We consider the following variables as too noisy, we will not use them as features for now.
```{r noisy_plots}
ts_var <- ch_2015_0193_short$ts
ts_var_len <- length(ch_2015_0193_short)
consistent_variables <- c('ImageMeanValue','SunMeanIntensity','SunVarIntensity','Total_Nubmers_of_CH','Total_Area_CH','Relative_CH_Area','Total_CorrectSphereArea_CH','Relative_CH_CorrectSphereArea')
noisy_vars <- numeric_vars[!(numeric_vars %in% consistent_variables)]
par(mfrow=c(2,1))
for(name in noisy_vars) {
print(
ggplot(ch_2015_0193_short, aes_string('ts', name)) +
geom_point(shape=1)
)
}
```
### Consistent variables
We transform consistent variables to reduce noise by removing spikes.

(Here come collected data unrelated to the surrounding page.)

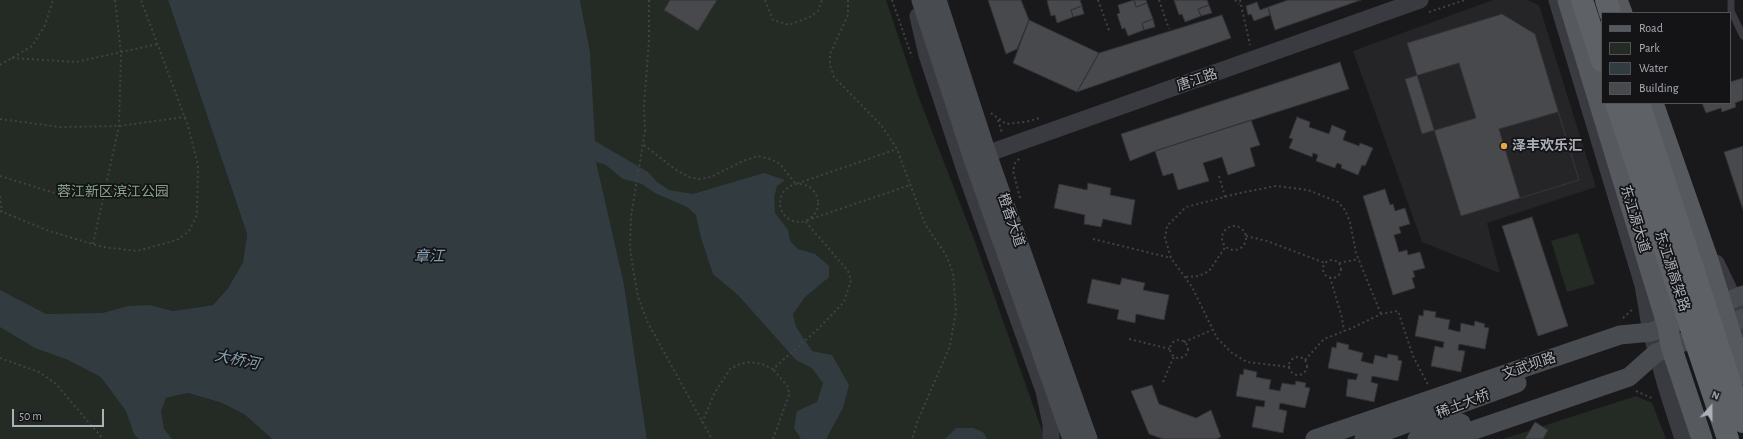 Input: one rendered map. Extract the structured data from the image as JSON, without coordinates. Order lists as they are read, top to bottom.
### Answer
{
  "streets": {
    "highway": ["东江源高架路"],
    "main road": [
      "东江源大道",
      "橙香大道",
      "文武坝路",
      "稀土大桥"
    ],
    "street": ["唐江路"]
  },
  "crossings": [
    ["唐江路", "橙香大道"],
    ["东江源大道", "文武坝路"],
    ["东江源大道", "稀土大桥"],
    ["文武坝路", "稀土大桥"]
  ],
  "water": ["章江", "大桥河"],
  "parks": ["蓉江新区滨江公园"],
  "places": ["泽丰欢乐汇"],
  "legend": [
    "Road",
    "Park",
    "Water",
    "Building"
  ],
  "scale_bar": "50 m",
  "north": "top"
}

Spikes are removed with running median.
Assuming that they are caused by inconsistency of computer vision analysis of the Sun photo.
```{r runmed}
for(name in consistent_variables) {
variable <- ch_2015_0193_short[[name]]
variable <- runmed(variable, k=25)
ch_2015_0193_short[[paste0(name,'_m')]] <- variable
}
```
##Consistent variables correlations
```{r correlations2}
consistent_variables_approx <- as.character(sapply(consistent_variables, function(x) {return(paste0(x,'_m'))}))
corM <- cor(ch_2015_0193_short[,names(ch_2015_0193_short) %in% consistent_variables_approx],use = 'complete.obs')
corrplot(corM,method = 'pie',order = 'hclust')
```
As *Total_Area_CH_m* is fully correlated with *Relative_CH_Area_m* and *Total_CorrectShpereArea_CH_m* is fully correlated with *Relative_CH_CorrectSphereArea_m* we will leave only *Relative* variables.
```{r relative_consistent}
consistent_variables <- consistent_variables[!(consistent_variables %in% c('Total_Area_CH','Total_CorrectSphereArea_CH'))]
```
Finally we have **`r length(consistent_variables)`** predictors that can be used for model fitting.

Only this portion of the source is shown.